Data records:
Segment Open

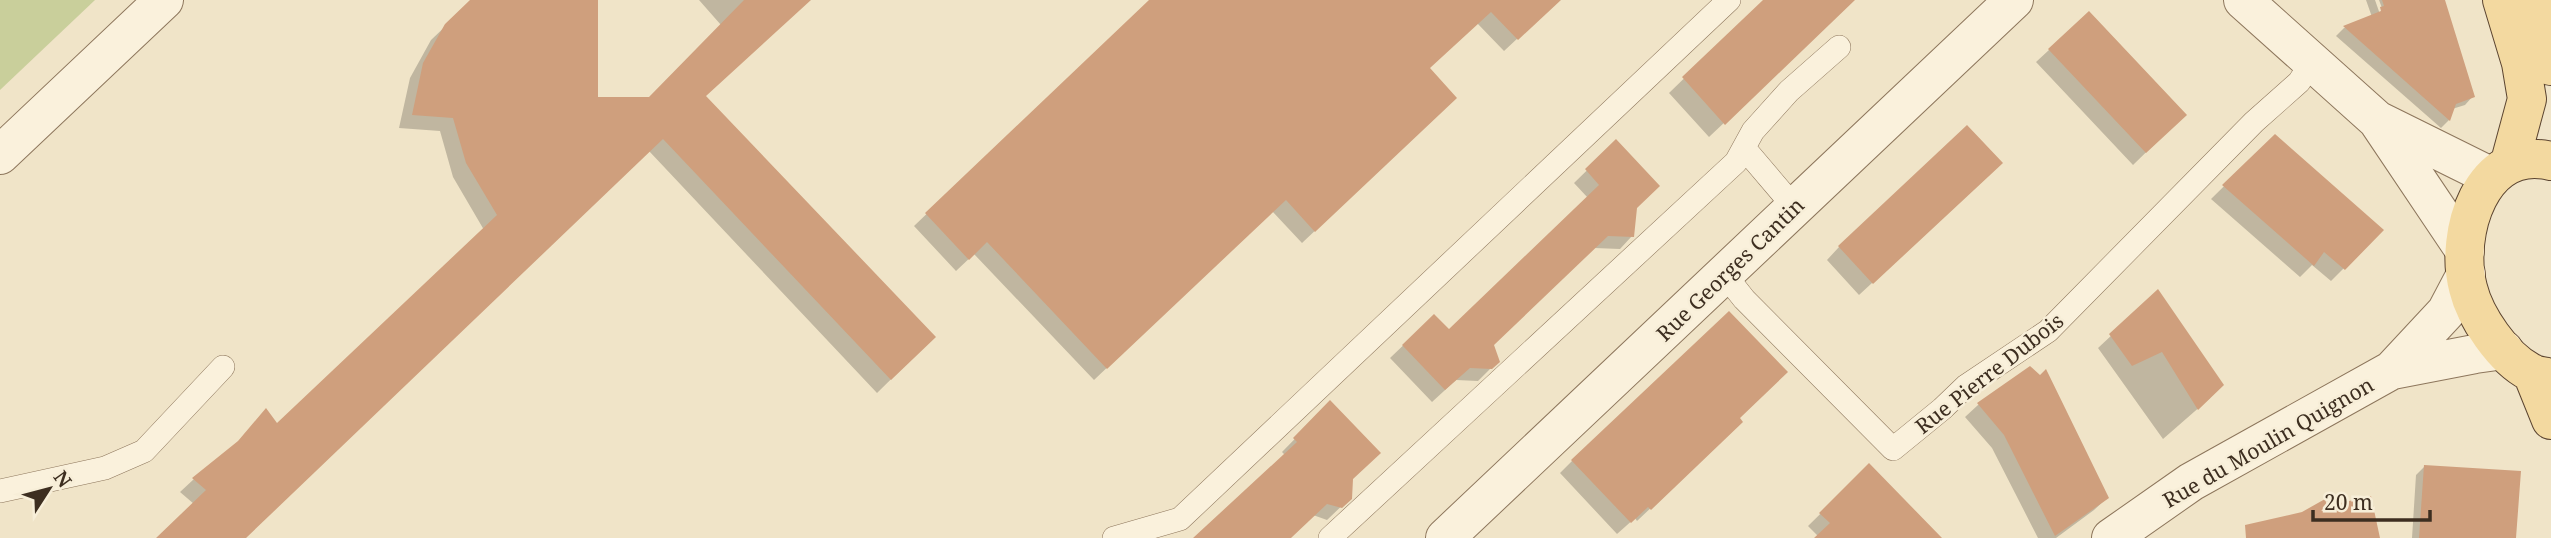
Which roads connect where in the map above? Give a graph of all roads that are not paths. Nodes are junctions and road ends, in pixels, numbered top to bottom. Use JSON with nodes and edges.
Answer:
{"nodes":[{"id":1,"x":164,"y":0,"type":"edge"},
{"id":2,"x":1729,"y":0,"type":"edge"},
{"id":3,"x":2014,"y":0,"type":"edge"},
{"id":4,"x":2243,"y":0,"type":"edge"},
{"id":5,"x":2502,"y":0,"type":"edge"},
{"id":6,"x":2532,"y":0,"type":"edge"},
{"id":7,"x":1839,"y":47,"type":"dead end"},
{"id":8,"x":2312,"y":62,"type":"junction"},
{"id":9,"x":2551,"y":66,"type":"edge"},
{"id":10,"x":2377,"y":120,"type":"junction"},
{"id":11,"x":1744,"y":148,"type":"junction"},
{"id":12,"x":0,"y":155,"type":"edge"},
{"id":13,"x":2551,"y":161,"type":"edge"},
{"id":14,"x":2501,"y":169,"type":"junction"},
{"id":15,"x":1795,"y":208,"type":"junction"},
{"id":16,"x":2466,"y":262,"type":"junction"},
{"id":17,"x":1725,"y":275,"type":"junction"},
{"id":18,"x":223,"y":367,"type":"dead end"},
{"id":19,"x":2529,"y":367,"type":"edge"},
{"id":20,"x":2392,"y":370,"type":"junction"},
{"id":21,"x":2551,"y":421,"type":"edge"},
{"id":22,"x":0,"y":491,"type":"edge"},
{"id":23,"x":1114,"y":538,"type":"edge"},
{"id":24,"x":1330,"y":538,"type":"edge"},
{"id":25,"x":1446,"y":538,"type":"edge"},
{"id":26,"x":2111,"y":538,"type":"edge"}],
"edges":[{"from":1,"to":12,"type":"street"},
{"from":2,"to":23,"type":"lane"},
{"from":3,"to":15,"type":"street","name":"Rue Georges Cantin"},
{"from":4,"to":8,"type":"street"},
{"from":5,"to":14,"type":"main road"},
{"from":6,"to":9,"type":"main road"},
{"from":7,"to":11,"type":"lane"},
{"from":8,"to":10,"type":"street"},
{"from":8,"to":17,"type":"lane","name":"Rue Pierre Dubois"},
{"from":10,"to":14,"type":"street"},
{"from":10,"to":16,"type":"street"},
{"from":11,"to":15,"type":"lane"},
{"from":11,"to":24,"type":"lane"},
{"from":13,"to":14,"type":"main road"},
{"from":14,"to":16,"type":"main road"},
{"from":15,"to":17,"type":"street","name":"Rue Georges Cantin"},
{"from":16,"to":19,"type":"main road"},
{"from":16,"to":20,"type":"street","name":"Rue du Moulin Quignon"},
{"from":17,"to":25,"type":"street","name":"Rue Georges Cantin"},
{"from":18,"to":22,"type":"lane"},
{"from":19,"to":20,"type":"street","name":"Rue du Moulin Quignon"},
{"from":19,"to":21,"type":"main road"},
{"from":20,"to":26,"type":"street","name":"Rue du Moulin Quignon"}]}
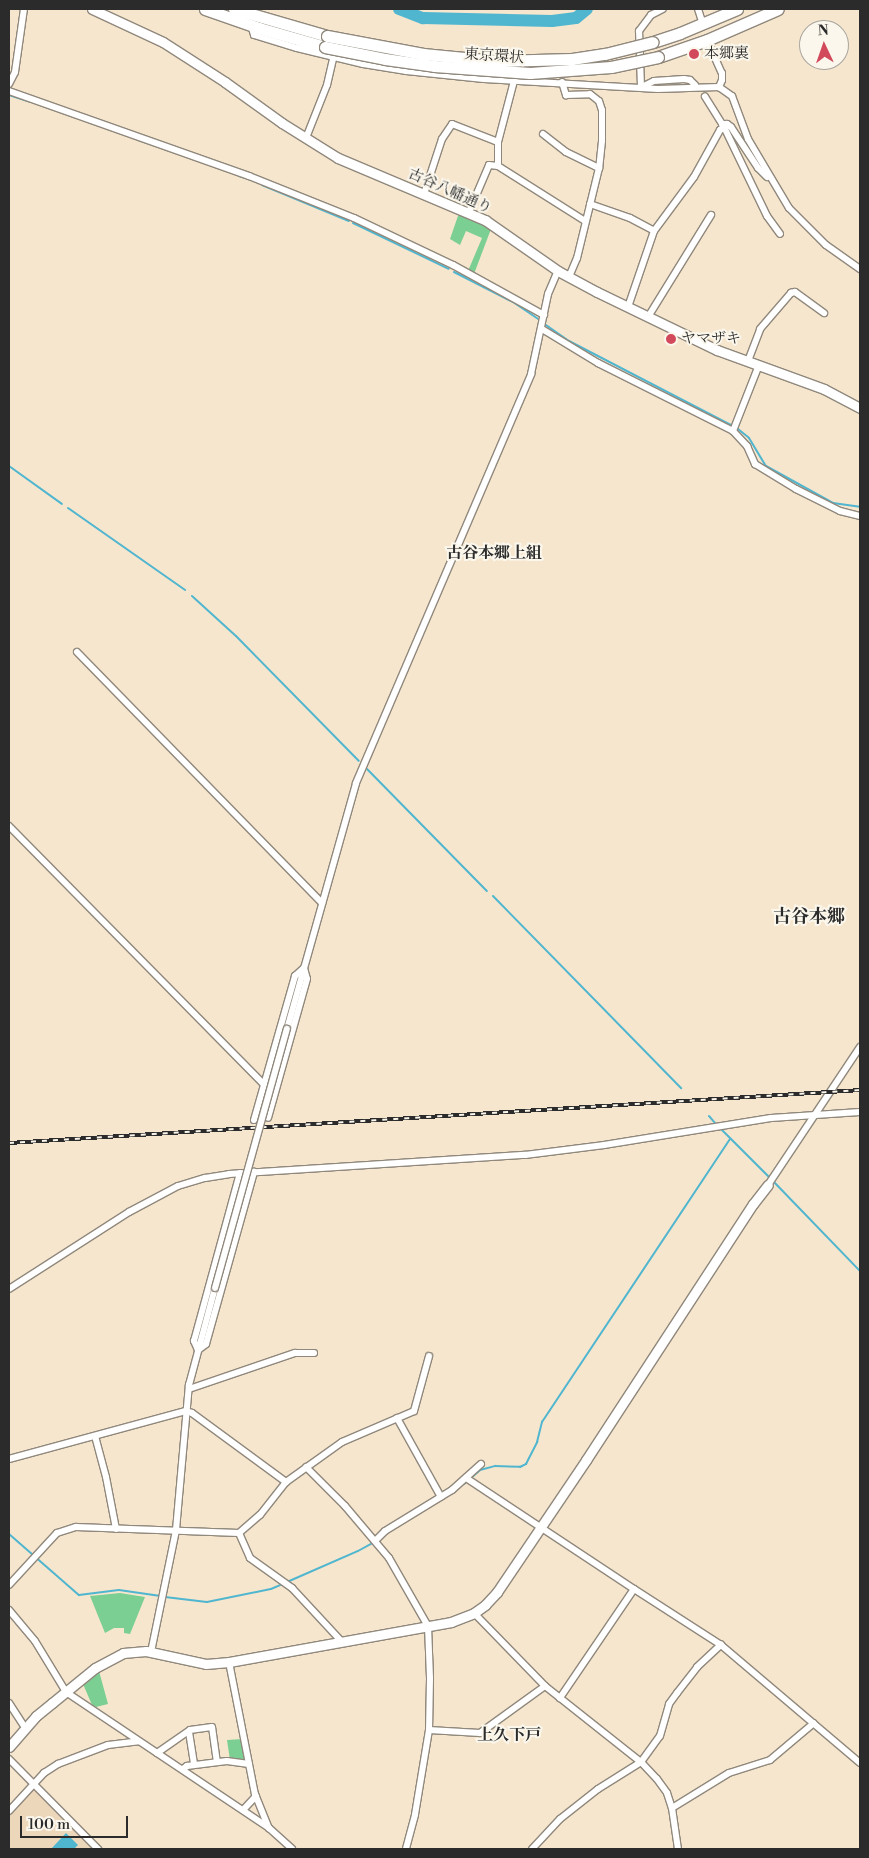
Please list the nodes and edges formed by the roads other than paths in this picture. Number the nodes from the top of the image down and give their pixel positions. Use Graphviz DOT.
graph roads {
  1 [pos="24,9"];
  2 [pos="92,9"];
  3 [pos="205,9"];
  4 [pos="234,9"];
  5 [pos="662,9"];
  6 [pos="698,9"];
  7 [pos="738,9"];
  8 [pos="778,9"];
  9 [pos="703,24"];
  10 [pos="251,25"];
  11 [pos="708,40"];
  12 [pos="326,41"];
  13 [pos="332,58"];
  14 [pos="514,81"];
  15 [pos="562,82"];
  16 [pos="9,84"];
  17 [pos="695,85"];
  18 [pos="719,87"];
  19 [pos="641,88"];
  20 [pos="9,91"];
  21 [pos="705,96"];
  22 [pos="723,126"];
  23 [pos="544,134"];
  24 [pos="306,138"];
  25 [pos="498,142"];
  26 [pos="498,166"];
  27 [pos="599,168"];
  28 [pos="770,179"];
  29 [pos="424,194"];
  30 [pos="590,204"];
  31 [pos="469,212"];
  32 [pos="711,215"];
  33 [pos="585,221"];
  34 [pos="654,231"];
  35 [pos="780,234"];
  36 [pos="860,269"];
  37 [pos="558,270"];
  38 [pos="569,277"];
  39 [pos="628,308"];
  40 [pos="824,312"];
  41 [pos="544,315"];
  42 [pos="648,317"];
  43 [pos="542,330"];
  44 [pos="748,361"];
  45 [pos="759,365"];
  46 [pos="860,408"];
  47 [pos="733,431"];
  48 [pos="860,516"];
  49 [pos="77,652"];
  50 [pos="9,826"];
  51 [pos="322,903"];
  52 [pos="304,968"];
  53 [pos="860,1047"];
  54 [pos="264,1085"];
  55 [pos="860,1112"];
  56 [pos="815,1115"];
  57 [pos="268,1118"];
  58 [pos="254,1120"];
  59 [pos="254,1172"];
  60 [pos="240,1173"];
  61 [pos="768,1185"];
  62 [pos="9,1289"];
  63 [pos="198,1350"];
  64 [pos="314,1352"];
  65 [pos="429,1356"];
  66 [pos="189,1389"];
  67 [pos="186,1411"];
  68 [pos="398,1418"];
  69 [pos="95,1436"];
  70 [pos="9,1459"];
  71 [pos="481,1464"];
  72 [pos="306,1467"];
  73 [pos="466,1478"];
  74 [pos="286,1482"];
  75 [pos="441,1497"];
  76 [pos="539,1528"];
  77 [pos="116,1529"];
  78 [pos="176,1530"];
  79 [pos="239,1533"];
  80 [pos="376,1540"];
  81 [pos="9,1585"];
  82 [pos="634,1589"];
  83 [pos="9,1610"];
  84 [pos="474,1613"];
  85 [pos="428,1626"];
  86 [pos="341,1641"];
  87 [pos="721,1645"];
  88 [pos="151,1652"];
  89 [pos="229,1662"];
  90 [pos="546,1686"];
  91 [pos="66,1692"];
  92 [pos="560,1698"];
  93 [pos="9,1703"];
  94 [pos="814,1723"];
  95 [pos="26,1728"];
  96 [pos="429,1730"];
  97 [pos="189,1732"];
  98 [pos="139,1741"];
  99 [pos="9,1747"];
  100 [pos="157,1753"];
  101 [pos="9,1759"];
  102 [pos="217,1762"];
  103 [pos="641,1762"];
  104 [pos="860,1763"];
  105 [pos="194,1764"];
  106 [pos="249,1764"];
  107 [pos="183,1769"];
  108 [pos="34,1784"];
  109 [pos="256,1796"];
  110 [pos="672,1808"];
  111 [pos="243,1810"];
  112 [pos="9,1811"];
  113 [pos="269,1828"];
  114 [pos="98,1849"];
  115 [pos="292,1849"];
  116 [pos="406,1849"];
  117 [pos="532,1849"];
  118 [pos="678,1849"];
  1 -- 16 [label="street"];
  2 -- 24 [label="street, 古谷八幡通り"];
  3 -- 10 [label="highway, 東京環状"];
  4 -- 12 [label="highway, 東京環状"];
  5 -- 19 [label="street"];
  6 -- 9 [label="street"];
  7 -- 9 [label="highway, 東京環状"];
  8 -- 11 [label="highway, 東京環状"];
  9 -- 12 [label="highway, 東京環状, bridge"];
  10 -- 12 [label="highway, 東京環状"];
  10 -- 13 [label="street"];
  11 -- 12 [label="highway, 東京環状, bridge"];
  11 -- 18 [label="street"];
  13 -- 14 [label="street"];
  13 -- 24 [label="street"];
  14 -- 15 [label="street"];
  14 -- 25 [label="street"];
  15 -- 19 [label="street"];
  15 -- 27 [label="street"];
  17 -- 19 [label="street"];
  18 -- 19 [label="street"];
  18 -- 28 [label="street"];
  20 -- 41 [label="street"];
  21 -- 22 [label="street"];
  22 -- 28 [label="street"];
  22 -- 34 [label="street"];
  22 -- 35 [label="street"];
  23 -- 27 [label="street"];
  24 -- 29 [label="street, 古谷八幡通り"];
  25 -- 26 [label="street"];
  25 -- 29 [label="street"];
  26 -- 31 [label="street"];
  26 -- 33 [label="street"];
  27 -- 30 [label="street"];
  28 -- 36 [label="street"];
  29 -- 31 [label="street, 古谷八幡通り"];
  30 -- 33 [label="street"];
  30 -- 34 [label="street"];
  31 -- 37 [label="street, 古谷八幡通り"];
  32 -- 42 [label="street"];
  33 -- 38 [label="street"];
  34 -- 39 [label="street"];
  37 -- 38 [label="street, 古谷八幡通り"];
  37 -- 41 [label="street"];
  38 -- 39 [label="street, 古谷八幡通り"];
  39 -- 42 [label="street, 古谷八幡通り"];
  40 -- 44 [label="street"];
  41 -- 43 [label="street"];
  42 -- 44 [label="street, 古谷八幡通り"];
  43 -- 47 [label="street"];
  43 -- 51 [label="street"];
  44 -- 45 [label="street, 古谷八幡通り"];
  45 -- 46 [label="street, 古谷八幡通り"];
  45 -- 47 [label="street"];
  47 -- 48 [label="street"];
  49 -- 51 [label="street"];
  50 -- 54 [label="street"];
  51 -- 52 [label="street"];
  52 -- 54 [label="street"];
  52 -- 57 [label="street"];
  52 -- 63 [label="street, bridge"];
  53 -- 56 [label="street"];
  54 -- 58 [label="street"];
  55 -- 56 [label="street"];
  56 -- 59 [label="street"];
  56 -- 61 [label="street"];
  59 -- 60 [label="street"];
  59 -- 63 [label="street"];
  60 -- 62 [label="street"];
  60 -- 63 [label="street"];
  61 -- 76 [label="street"];
  63 -- 66 [label="street"];
  64 -- 66 [label="street"];
  65 -- 68 [label="street"];
  66 -- 67 [label="street"];
  67 -- 69 [label="street"];
  67 -- 74 [label="street"];
  67 -- 78 [label="street"];
  68 -- 72 [label="street"];
  68 -- 75 [label="street"];
  69 -- 70 [label="street"];
  69 -- 77 [label="street"];
  71 -- 73 [label="street"];
  72 -- 74 [label="street"];
  72 -- 80 [label="street"];
  73 -- 75 [label="street"];
  73 -- 76 [label="street"];
  74 -- 79 [label="street"];
  75 -- 80 [label="street"];
  76 -- 82 [label="street"];
  76 -- 84 [label="street"];
  77 -- 78 [label="street"];
  77 -- 81 [label="street"];
  78 -- 79 [label="street"];
  78 -- 88 [label="street"];
  79 -- 86 [label="street"];
  80 -- 85 [label="street"];
  82 -- 87 [label="street"];
  82 -- 92 [label="street"];
  83 -- 91 [label="street"];
  84 -- 85 [label="street"];
  84 -- 90 [label="street"];
  85 -- 86 [label="street"];
  85 -- 96 [label="street"];
  86 -- 89 [label="street"];
  87 -- 94 [label="street"];
  87 -- 103 [label="street"];
  88 -- 89 [label="street"];
  88 -- 91 [label="street"];
  89 -- 106 [label="street"];
  90 -- 92 [label="street"];
  90 -- 96 [label="street"];
  91 -- 95 [label="street"];
  91 -- 98 [label="street"];
  92 -- 103 [label="street"];
  93 -- 95 [label="street"];
  94 -- 104 [label="street"];
  94 -- 110 [label="street"];
  95 -- 99 [label="street"];
  96 -- 116 [label="street"];
  97 -- 100 [label="street"];
  97 -- 102 [label="street"];
  97 -- 105 [label="street"];
  98 -- 100 [label="street"];
  98 -- 108 [label="street"];
  100 -- 107 [label="street"];
  101 -- 108 [label="street"];
  102 -- 105 [label="street"];
  102 -- 106 [label="street"];
  103 -- 110 [label="street"];
  103 -- 117 [label="street"];
  105 -- 107 [label="street"];
  106 -- 109 [label="street"];
  107 -- 111 [label="street"];
  108 -- 112 [label="street"];
  108 -- 114 [label="street"];
  109 -- 111 [label="street"];
  109 -- 113 [label="street"];
  110 -- 118 [label="street"];
  111 -- 113 [label="street"];
  113 -- 115 [label="street"];
}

Segment Closed

PROMPT: Working down the entries above, count each line in which "Quignon" occurs, and state only the resulting number.

SOLUTION FOR THIS PROBLEM: 3